Talks + Panels
The State of Black Artists in San Francisco
Join the 3.9 Art Collective for a panel and discussion hosted at ICA SF during Nexus SF/Bay Area Black Art Week. This conversation will set the groundwork for a research survey the 3.9 Art Collective will conduct in partnership with an established nonpartisan research/data institution that reports to the public about issues and opinions shaping the world today.
Featuring artists Jacqueline Francis, S. Renée Jones, and Trina Michelle Robinson. Moderated by Makeda Best.
With over 25 years of professional experience working in the arts, Makeda Best is currently Deputy Director of Curatorial Affairs at the Oakland Museum of California, where she oversees the Curatorial, Collections, and Production departments. A historian of photography and former curator at the Harvard Art Museums, her exhibitions included Time is Now: Photography and Social Change in James Baldwin’s America, Crossing Lines, Constructing Home: Displacement and Belonging in Contemporary Art, Devour the Land: War and American Landscape Photography Since 1970, and Please Stay Home: Darrell Ellis in Conversation with Leslie Hewitt and Wardell Milan. The catalog for Devour the Land was awarded 2022 Photography Catalogue of the Year by Aperture/Paris Photo. Her most recent exhibition, American Job: 1940-2011, was on view at the International Center for Photography in New York in early 2025. Best has contributed to numerous exhibition catalogs, journals and scholarly publications. She is the author of Elevate the Masses: Alexander Gardner, Photography and Democracy in 19th Century America and co-editor of Conflict and Identity in American Art. She is currently working on several book projects. Best has taught at Harvard University, Tufts University, the University of Vermont, and the California College of the Arts. In addition to serving on many juries, panels, and advisory teams, she is a co-founder and current board member of Museums Moving Forward. She holds a BFA and MFA from CalArts in Studio Photography, and a PhD from Harvard University.
Jacqueline Francis is the author of Making Race: Modernism and “Racial Art” in America (2012). She is the co-editor of and contributor to two anthologies: Romare Bearden: American Modernist (2011), and Is Now the Time for Joyous Rage? (2023)—writings and art placed in conversation with the work of the late conceptual artist Lorraine O’Grady. Francis’s curatorial projects include Adia Millett: You Will Be Remembered (Galerie du Monde—Hong Kong; 2022), Fight and Flight: Crafting a Bay Area Life (Museum of Craft & Design—San Francisco; 2023), and Sargent Claude Johnson (Huntington Art Museum—San Marino, California; 2024). A member of the 3.9 Art Collective since 2012, Francis also is a fiction writer who was awarded an Individual Artist Commission grant (2017) by the San Francisco Arts Commission.
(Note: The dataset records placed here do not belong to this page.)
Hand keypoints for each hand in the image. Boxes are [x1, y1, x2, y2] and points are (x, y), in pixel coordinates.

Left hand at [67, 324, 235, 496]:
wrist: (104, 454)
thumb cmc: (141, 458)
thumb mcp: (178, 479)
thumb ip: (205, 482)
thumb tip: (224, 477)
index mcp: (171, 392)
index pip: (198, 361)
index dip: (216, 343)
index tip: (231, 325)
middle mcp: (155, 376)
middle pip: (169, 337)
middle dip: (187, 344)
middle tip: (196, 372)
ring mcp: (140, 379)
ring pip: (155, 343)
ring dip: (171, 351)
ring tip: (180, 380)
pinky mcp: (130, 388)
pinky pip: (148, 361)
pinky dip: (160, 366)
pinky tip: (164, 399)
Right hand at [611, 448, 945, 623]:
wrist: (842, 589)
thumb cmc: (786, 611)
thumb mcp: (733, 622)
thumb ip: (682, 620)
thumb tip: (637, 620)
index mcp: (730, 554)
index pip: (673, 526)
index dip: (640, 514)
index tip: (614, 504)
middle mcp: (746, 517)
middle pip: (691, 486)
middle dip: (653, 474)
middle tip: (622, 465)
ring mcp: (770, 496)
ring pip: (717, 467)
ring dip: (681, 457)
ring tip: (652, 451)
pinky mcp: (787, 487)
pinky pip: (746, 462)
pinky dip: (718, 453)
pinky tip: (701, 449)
In 2023 she was named to the Yerba Buena Center for the Arts 100—recognition of her cultural activism in the Bay Area. Francis is Dean of the Humanities and Sciences Division at California College of the Arts in San Francisco.
S. Renée Jones has been a photographer for more than four decades. She studied Art Therapy with an emphasis in black and white film photography at San Francisco State University. For the past 23 years, she has been working with adults living below the poverty level through San Francisco’s Sixth Street Photography Workshop. Her work has been featured in six solo exhibitions and she has participated in more than a dozen group exhibitions.
Trina Michelle Robinson is a San Francisco–based interdisciplinary artist whose work explores the relationship between memory, migration, and ancestral legacy. Using film, photography, printmaking, installation, and archival materials, Robinson creates emotionally resonant narratives that examine the fractures and recoveries within personal and collective histories.Her practice is rooted in research and somatic engagement, often drawing from her own family’s migration stories and the erasures embedded in historical archives. Robinson repurposes fragments of memory—whether through handmade paper infused with ancestral fibers or glitch-based video techniques—to evoke both trauma and transcendence. Her work invites viewers to reflect on the invisible forces that shape identity and belonging, and to consider how movement, loss, and recovery are shared across generations.Robinson holds an MFA from California College of the Arts and a BA in Political Science from DePaul University. Her work has been exhibited at the Museum of the African Diaspora (MoAD), ICA San José, Minnesota Street Project, the San Francisco Art Commission Main Gallery, and the BlackStar Film Festival, among others. She is a 2024 SFMOMA SECA Award finalist and was recently nominated for the Anonymous Was A Woman Award.Robinson’s practice offers a powerful lens into the emotional terrain of migration and memory, affirming that art can be a tool for reckoning, release, and reconnection. Through her layered storytelling, she creates space for viewers to engage with histories that are often hidden, yet deeply felt.